ADMINISTRATION AGREEMENT
between
COVA SERIES TRUST
(known as Van Xxxxxx Xxxxxxx Series Trust until May, 1, 1996)
and
COVA Investment Advisory Corporation
and
INVESTORS BANK & TRUST COMPANY
FORM OF
ADMINISTRATION AGREEMENT
THIS ADMINISTRATION AGREEMENT is made as of April 1, 1996 by and between
COVA SERIES TRUST (known as Van Xxxxxx Xxxxxxx Series Trust until May, 1, 1996),
a Massachusetts business trust (the "Fund"), COVA Investment Advisory
Corporation, an Illinois corporation (the "Adviser"), and INVESTORS BANK & TRUST
COMPANY, a Massachusetts trust company ("Investors Bank").
WHEREAS, the Fund is registered as an open-end management investment
company under the Investment Company Act of 1940, as amended (the "1940 Act")

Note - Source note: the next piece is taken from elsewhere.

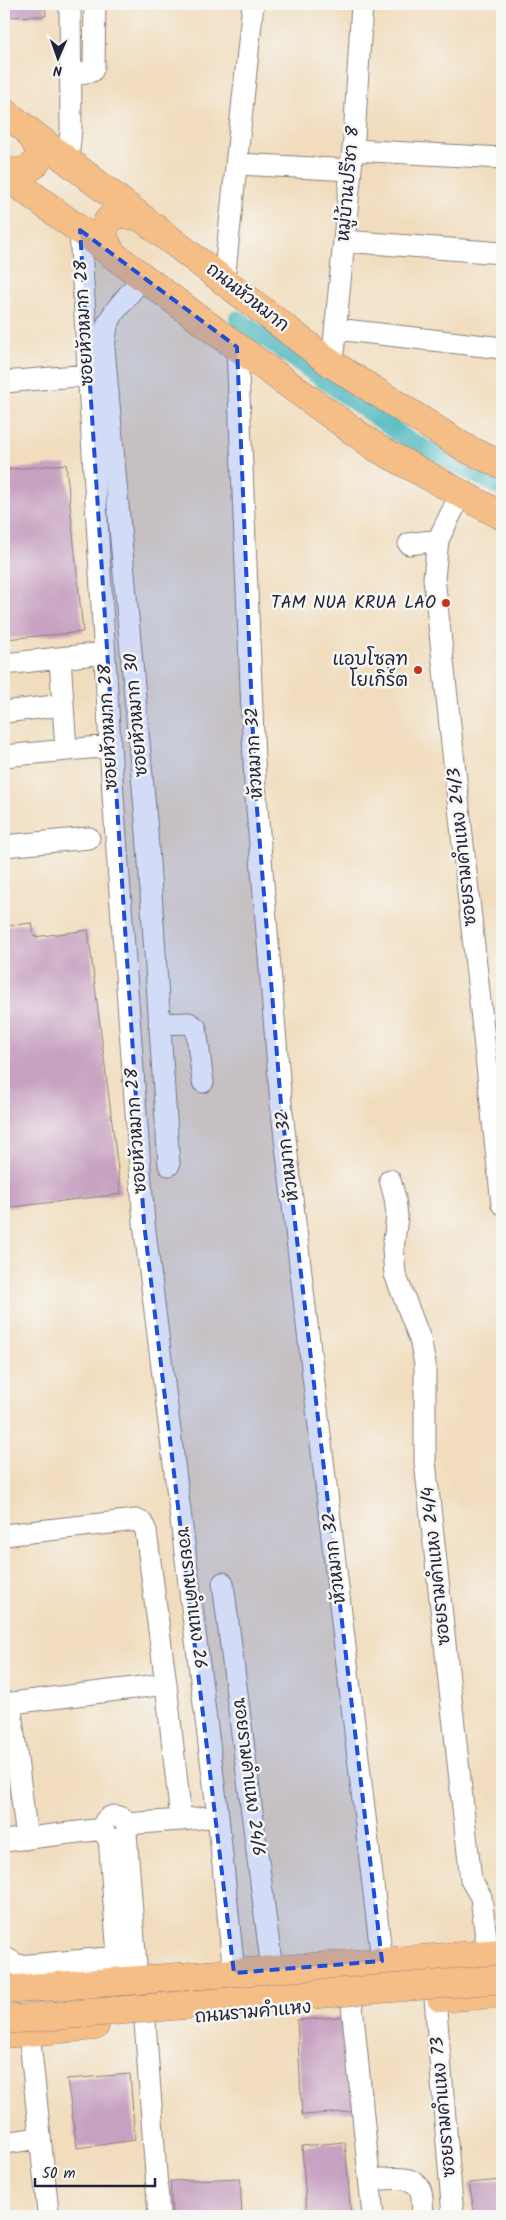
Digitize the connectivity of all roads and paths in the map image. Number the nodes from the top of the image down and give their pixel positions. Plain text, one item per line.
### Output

consisting of five separate active portfolios as of April 1, 1996 and to consist
of eleven active separate portfolios as of May 1, 1996; and
WHEREAS, the Fund and the Adviser desire to retain Investors Bank to render
certain administrative services to the Fund and Investors Bank is willing to
render such services;
WITNESSETH:
NOW, THEREFORE, in consideration of the mutual covenants herein set forth,
it is agreed between the parties hereto as follows:
1. Appointment. The Fund hereby appoints Investors Bank to act as
Administrator of the Fund on the terms set forth in this Agreement. Investors
Bank accepts such appointment and agrees to render the services herein set forth
for the compensation herein provided.
2. Delivery of Documents. The Fund has furnished Investors Bank with copies
properly certified or authenticated of each of the following:
(a) Resolutions of the Fund's Board of Directors authorizing the
appointment of Investors Bank to provide certain administrative services to the
Fund and approving this Agreement;
(b) The Fund's incorporating documents filed with the state of
Massachusetts and all amendments thereto (the "Articles");
(c) The Fund's by-laws and all amendments thereto (the "By-Laws");
(d) The Fund's agreements with all service providers which include any
investment advisory agreements, sub-investment advisory agreements, custody
agreements, distribution agreements and transfer agency agreements
(collectively, the "Agreements");
(e) The Fund's most recent Registration Statement on Form N-1A (the
"Registration Statement") under the Securities Act of 1933 and under the 1940
Act and all amendments thereto; and
(f) The Fund's most recent prospectus and statement of additional
information (the "Prospectus"); and
(g) Such other certificates, documents or opinions as may mutually be
deemed necessary or appropriate for Investors Bank in the proper performance of
its duties hereunder.
The Fund will immediately furnish Investors Bank with copies, properly
certified or authenticated, of all amendments of or supplements to the
foregoing. Furthermore, the Fund will notify Investors Bank as soon as possible
of any matter materially affecting the performance of Investors Bank of its
services under this Agreement.
3. Duties of Administrator. Subject to the supervision and direction of the
Board of Directors of the Fund, Investors Bank, as Administrator, will assist in
supervising various aspects of the Fund's administrative operations and
undertakes to perform the following specific services:
(a) Maintaining office facilities (which may be in the offices of Investors
Bank or a corporate affiliate);
(b) Furnishing internal executive and administrative services and clerical
services;
(c) Furnishing corporate secretarial services including preparation and
distribution of materials for Board of Directors meetings;
(d) Accumulating information for and, subject to approval by the Fund's
treasurer and legal counsel, coordination of the preparation, filing, printing
and dissemination of reports to the Fund's shareholders of record and the SEC
including, but not necessarily limited to, post-effective amendments to the
Fund's registration statement, annual reports, semiannual reports, Form N-SAR,
24f-2 notices and proxy material;
(e) Participating in the preparation and filing of various reports or other
documents required by federal, state and other applicable laws and regulations,
other than those filed or required to be filed by the Fund's investment adviser
or transfer agent;
(f) Coordinating the preparation and filing of the Fund's tax returns;
(g) Other services as may be detailed as an appendix to this Agreement.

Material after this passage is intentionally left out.